*** RAW DATA ***

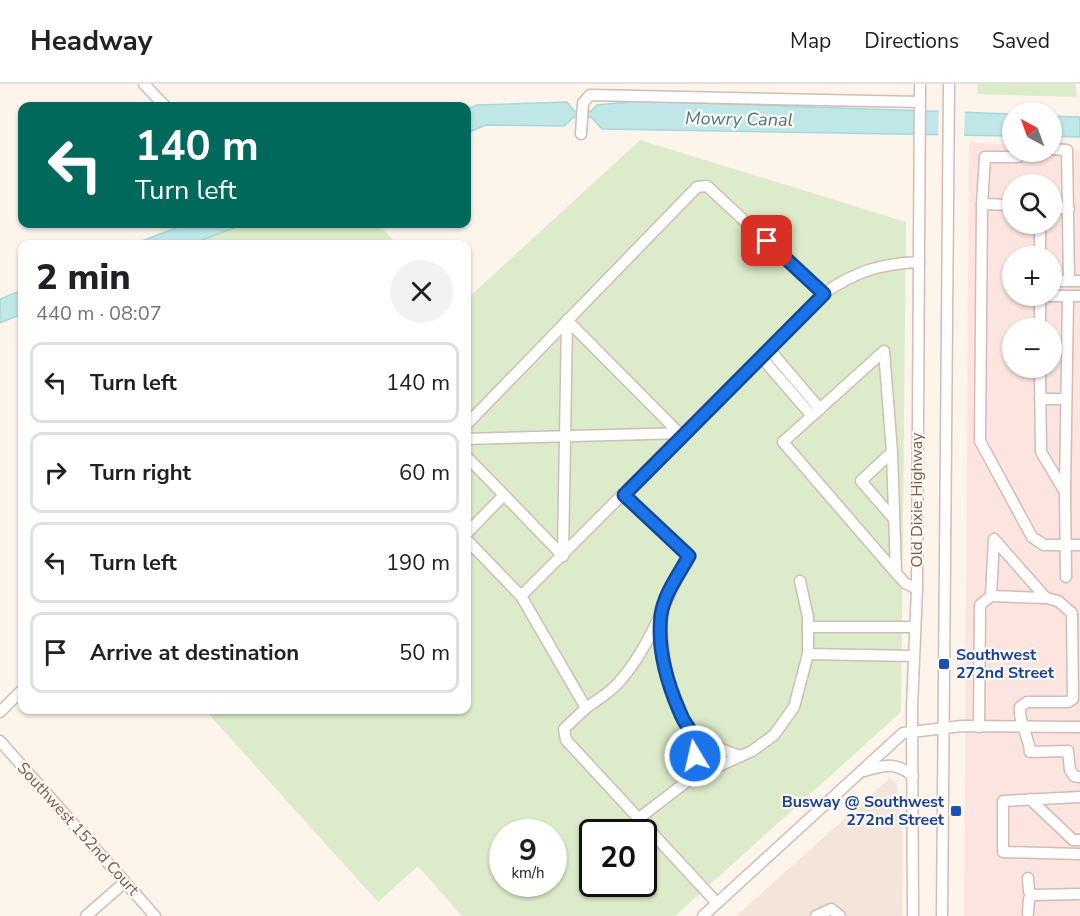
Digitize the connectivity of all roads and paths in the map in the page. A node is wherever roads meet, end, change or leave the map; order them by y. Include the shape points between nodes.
1 (144, 84) edge
2 (920, 84) edge
3 (949, 84) edge
4 (161, 102) edge
5 (920, 105) junction
6 (581, 135) dead end
7 (1062, 150) edge
8 (1002, 157) edge
9 (1074, 185) edge
10 (982, 204) junction
11 (1002, 205) edge
12 (1062, 208) edge
13 (1069, 209) junction
14 (919, 262) junction
15 (1075, 281) edge
16 (824, 294) junction
17 (1062, 296) edge
18 (1068, 296) junction
19 (1080, 296) edge
20 (567, 320) junction
21 (770, 349) junction
22 (761, 357) junction
23 (1040, 378) edge
24 (1040, 399) junction
25 (1066, 399) junction
26 (816, 412) junction
27 (471, 420) edge
28 (682, 434) junction
29 (565, 435) junction
30 (471, 439) edge
31 (892, 452) junction
32 (471, 461) edge
33 (1065, 492) junction
34 (504, 495) junction
35 (624, 495) junction
36 (894, 519) junction
37 (471, 529) edge
38 (471, 544) edge
39 (1066, 545) junction
40 (1080, 545) edge
41 (563, 556) junction
42 (896, 573) junction
43 (1066, 578) dead end
44 (800, 581) dead end
45 (917, 589) junction
46 (521, 596) junction
47 (991, 596) junction
48 (1046, 598) junction
49 (661, 614) junction
50 (1077, 621) edge
51 (808, 627) junction
52 (915, 627) junction
53 (808, 654) junction
54 (913, 656) junction
55 (18, 694) edge
56 (586, 708) junction
57 (0, 712) edge
58 (979, 727) junction
59 (1025, 727) junction
60 (943, 728) junction
61 (1080, 728) edge
62 (912, 730) junction
63 (696, 736) junction
64 (0, 741) edge
65 (741, 756) junction
66 (861, 772) junction
67 (694, 777) junction
68 (913, 777) junction
69 (1080, 777) edge
70 (1080, 797) edge
71 (1030, 799) junction
72 (638, 819) joint
73 (657, 839) edge
74 (1080, 840) edge
75 (1080, 854) edge
76 (1028, 878) dead end
77 (125, 882) junction
78 (1080, 894) edge
79 (1032, 895) junction
80 (717, 903) junction
81 (1028, 913) dead end
82 (86, 916) edge
83 (155, 916) edge
84 (703, 916) edge
85 (816, 916) edge
86 (840, 916) edge
87 (913, 916) edge
88 (942, 916) edge

1 - 4 street
2 - 5 street, Old Dixie Highway
3 - 60 street
5 - 6 street via 598,94 586,97
5 - 14 street, Old Dixie Highway
7 - 9 street via 1067,150
8 - 10 street via 985,157
9 - 13 street
10 - 11 street
10 - 39 street via 980,441 1032,537 1044,545
12 - 13 street
13 - 15 street
14 - 16 street via 883,264 847,278
14 - 45 street, Old Dixie Highway
16 - 20 street via 707,186 697,187
16 - 21 street
17 - 18 street
18 - 19 street
18 - 25 street
20 - 27 street
20 - 28 street
20 - 29 street
21 - 22 street
21 - 26 street
22 - 26 street
22 - 28 street
23 - 24 street
24 - 25 street
24 - 33 street via 1041,452
25 - 33 street
26 - 31 street via 884,351
26 - 42 street via 783,442
28 - 29 street
28 - 35 street
29 - 30 street
29 - 41 street
31 - 36 street
31 - 36 street via 861,481
32 - 34 street
33 - 39 street
34 - 37 street
34 - 41 street
35 - 41 street
35 - 49 street via 689,556
36 - 42 street
38 - 46 street
39 - 40 street
39 - 43 street
41 - 46 street
42 - 45 street via 904,583
44 - 51 street
45 - 52 street, Old Dixie Highway
46 - 56 street
47 - 48 street
47 - 48 street via 994,539
47 - 58 street via 980,605
48 - 50 street via 1066,606
49 - 56 street via 656,628 619,683
49 - 63 street via 668,681 680,714
50 - 59 street via 1073,699 1023,703 1019,712
51 - 52 street
51 - 53 street
52 - 54 street, Old Dixie Highway
53 - 54 street
53 - 65 street via 794,707 774,735
54 - 62 street, Old Dixie Highway
55 - 57 street
56 - 72 street via 564,729 566,740
58 - 59 street
58 - 60 street
59 - 61 street
59 - 69 street via 1029,752 1068,751 1070,770
60 - 62 street
60 - 88 street
62 - 66 street via 893,740
62 - 68 street, Old Dixie Highway
63 - 65 street
63 - 67 street
64 - 77 street, Southwest 152nd Court
65 - 67 street
66 - 68 street via 891,764
66 - 80 street
67 - 72 street
68 - 87 street, Old Dixie Highway
70 - 71 street
71 - 74 street via 1073,840
71 - 75 street via 1003,801 1003,852
73 - 80 street
76 - 79 street
77 - 82 street
77 - 83 street, Southwest 152nd Court
78 - 79 street
79 - 81 street
80 - 84 street
85 - 86 street via 831,909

*** End of RAW DATA ***

■ TASK DETAILS: What is needed is the number of lines in the data that contain "Highway", given with nothing else.

■ SOLUTION BELOW: 8